Three out of four patients and caregivers who viewed hospital messaging on digital hospital displays in eight hospitals in the U.S. found the content enhanced patient engagement, according to a study by media and marketing research firm Arbitron Inc. commissioned by MedCenterDisplay.
For the study, Arbitron Inc. conducted onsite interviews with adults who had viewed hospital and health-related information running on flatscreen monitors placed in hospital waiting areas and cafeterias. On average, visitors were exposed to patient education and hospital content an average of one hour and eight minutes while in the hospital.
The survey respondents revealed:
- Nearly 75 percent of visitors who viewed the MedCenterDisplay screens could recall at least one message running on the network.

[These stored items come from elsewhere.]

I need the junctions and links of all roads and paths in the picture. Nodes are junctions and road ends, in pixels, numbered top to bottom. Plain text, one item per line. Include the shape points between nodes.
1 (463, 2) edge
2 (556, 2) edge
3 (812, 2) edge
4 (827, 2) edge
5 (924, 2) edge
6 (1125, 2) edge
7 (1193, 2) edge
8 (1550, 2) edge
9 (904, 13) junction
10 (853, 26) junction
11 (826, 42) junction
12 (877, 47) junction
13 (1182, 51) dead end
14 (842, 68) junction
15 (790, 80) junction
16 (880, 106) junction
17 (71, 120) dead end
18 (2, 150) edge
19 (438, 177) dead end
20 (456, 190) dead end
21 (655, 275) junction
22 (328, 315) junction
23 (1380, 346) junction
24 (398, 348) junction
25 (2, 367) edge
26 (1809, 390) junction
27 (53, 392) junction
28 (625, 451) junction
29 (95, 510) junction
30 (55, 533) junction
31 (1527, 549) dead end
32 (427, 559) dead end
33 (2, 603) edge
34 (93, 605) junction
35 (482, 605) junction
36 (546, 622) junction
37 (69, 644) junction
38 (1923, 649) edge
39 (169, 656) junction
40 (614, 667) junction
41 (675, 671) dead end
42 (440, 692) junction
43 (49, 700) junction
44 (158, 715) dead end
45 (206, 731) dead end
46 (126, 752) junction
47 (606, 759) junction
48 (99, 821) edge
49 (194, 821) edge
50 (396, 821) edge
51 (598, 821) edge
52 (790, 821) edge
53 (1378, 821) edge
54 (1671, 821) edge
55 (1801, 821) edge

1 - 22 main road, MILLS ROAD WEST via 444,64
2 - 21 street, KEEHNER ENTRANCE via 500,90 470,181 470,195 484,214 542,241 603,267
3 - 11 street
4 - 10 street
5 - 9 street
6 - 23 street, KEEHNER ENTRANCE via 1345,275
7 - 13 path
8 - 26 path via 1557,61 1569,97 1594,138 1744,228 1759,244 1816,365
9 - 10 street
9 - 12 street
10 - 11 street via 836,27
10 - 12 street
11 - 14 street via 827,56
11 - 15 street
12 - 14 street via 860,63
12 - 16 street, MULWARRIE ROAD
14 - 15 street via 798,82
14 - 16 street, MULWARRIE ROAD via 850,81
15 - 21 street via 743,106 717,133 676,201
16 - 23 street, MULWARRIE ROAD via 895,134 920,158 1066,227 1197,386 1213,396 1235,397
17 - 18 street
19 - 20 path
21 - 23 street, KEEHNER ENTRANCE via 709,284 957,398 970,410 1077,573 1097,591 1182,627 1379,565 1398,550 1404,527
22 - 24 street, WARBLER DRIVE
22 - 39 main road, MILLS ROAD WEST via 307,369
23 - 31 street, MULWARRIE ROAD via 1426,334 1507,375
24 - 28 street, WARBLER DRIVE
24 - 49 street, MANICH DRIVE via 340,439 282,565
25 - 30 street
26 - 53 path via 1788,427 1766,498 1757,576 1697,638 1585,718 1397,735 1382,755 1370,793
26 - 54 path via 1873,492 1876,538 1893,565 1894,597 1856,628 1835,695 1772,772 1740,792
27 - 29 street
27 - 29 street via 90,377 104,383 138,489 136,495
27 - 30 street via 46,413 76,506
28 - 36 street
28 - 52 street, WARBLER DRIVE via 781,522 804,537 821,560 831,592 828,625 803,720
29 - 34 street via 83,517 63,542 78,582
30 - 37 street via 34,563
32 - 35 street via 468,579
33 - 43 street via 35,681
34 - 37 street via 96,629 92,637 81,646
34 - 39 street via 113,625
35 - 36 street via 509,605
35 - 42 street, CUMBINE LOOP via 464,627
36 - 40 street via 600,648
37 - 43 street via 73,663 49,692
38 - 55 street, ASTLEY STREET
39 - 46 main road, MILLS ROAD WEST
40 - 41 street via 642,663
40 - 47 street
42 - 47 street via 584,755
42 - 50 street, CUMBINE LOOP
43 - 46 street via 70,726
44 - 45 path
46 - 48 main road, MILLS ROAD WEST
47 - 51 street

- Respondents said the video screens were informative and educational, better than print as a means of distributing information
- Respondents learned something new from the screens, ranking this information from 4.0 to 4.5 on a 1 to 5 scale, with 5 being the highest ranking.
- Information on hospital news, general health news and tips on maintaining good health most interesting, ranking the information from 4.0 to 4.6 on a scale of 1 to 5.
- Only one-third of all visitors to the hospital were actually patients. Two-thirds were family members and caregivers of patients
In the announcement, MedCenterDisplay CEO Gregg Tarquinio said, “we believe these findings clearly reinforce the value in establishing a robust patient engagement network that brings patients and hospitals together to improve health care. In any patient engagement effort, hospitals have a real opportunity to reach out to everyone involved in a patient’s long-term recovery process.”
Patient engagement tools such as digital hospital displays play an important role in providing patients and their families with appropriate data needed throughout their patient journey. These visual solutions can be used in a number of ways including:
- Navigate with digital hospital displays used as way-finding tools
- Providing real-time updates to a patient’s family and friends on their loved one’s status during a medical procedure
- Delivering comfort to a patient in recovery who’s able to stay connected via an interactive mounted display
“Our research has shown viewers of digital displays often trust the information they see on point-of-care networks. This increased credibility clearly distinguishes these networks from other digital and video channels,”Diane Williams, senior media research analyst for Arbitron, said in the announcement.